**Instructions for the task**
Every line of the material must be written out again unchanged.

**Record set**
☆ ☆ ☆ ☆

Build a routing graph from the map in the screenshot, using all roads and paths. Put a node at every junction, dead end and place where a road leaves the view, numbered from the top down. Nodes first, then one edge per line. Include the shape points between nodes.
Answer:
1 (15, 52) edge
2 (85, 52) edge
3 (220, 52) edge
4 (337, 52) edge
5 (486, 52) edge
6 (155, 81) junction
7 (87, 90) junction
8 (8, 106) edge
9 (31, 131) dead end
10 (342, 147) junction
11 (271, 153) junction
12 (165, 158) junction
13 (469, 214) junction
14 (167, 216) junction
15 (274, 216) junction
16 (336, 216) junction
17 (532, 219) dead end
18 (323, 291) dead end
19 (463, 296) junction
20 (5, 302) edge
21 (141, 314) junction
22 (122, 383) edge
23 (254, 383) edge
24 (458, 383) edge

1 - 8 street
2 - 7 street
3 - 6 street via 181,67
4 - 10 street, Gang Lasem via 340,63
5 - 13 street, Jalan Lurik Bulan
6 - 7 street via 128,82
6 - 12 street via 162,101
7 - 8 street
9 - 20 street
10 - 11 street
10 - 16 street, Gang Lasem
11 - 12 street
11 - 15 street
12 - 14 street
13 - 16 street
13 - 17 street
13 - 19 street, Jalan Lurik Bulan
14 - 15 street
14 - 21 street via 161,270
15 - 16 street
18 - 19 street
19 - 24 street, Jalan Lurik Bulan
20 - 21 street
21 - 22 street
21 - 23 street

☆ ☆ ☆ ☆

**Reply to the exercise**
Build a routing graph from the map in the screenshot, using all roads and paths. Put a node at every junction, dead end and place where a road leaves the view, numbered from the top down. Nodes first, then one edge per line. Include the shape points between nodes.
Answer:
1 (15, 52) edge
2 (85, 52) edge
3 (220, 52) edge
4 (337, 52) edge
5 (486, 52) edge
6 (155, 81) junction
7 (87, 90) junction
8 (8, 106) edge
9 (31, 131) dead end
10 (342, 147) junction
11 (271, 153) junction
12 (165, 158) junction
13 (469, 214) junction
14 (167, 216) junction
15 (274, 216) junction
16 (336, 216) junction
17 (532, 219) dead end
18 (323, 291) dead end
19 (463, 296) junction
20 (5, 302) edge
21 (141, 314) junction
22 (122, 383) edge
23 (254, 383) edge
24 (458, 383) edge

1 - 8 street
2 - 7 street
3 - 6 street via 181,67
4 - 10 street, Gang Lasem via 340,63
5 - 13 street, Jalan Lurik Bulan
6 - 7 street via 128,82
6 - 12 street via 162,101
7 - 8 street
9 - 20 street
10 - 11 street
10 - 16 street, Gang Lasem
11 - 12 street
11 - 15 street
12 - 14 street
13 - 16 street
13 - 17 street
13 - 19 street, Jalan Lurik Bulan
14 - 15 street
14 - 21 street via 161,270
15 - 16 street
18 - 19 street
19 - 24 street, Jalan Lurik Bulan
20 - 21 street
21 - 22 street
21 - 23 street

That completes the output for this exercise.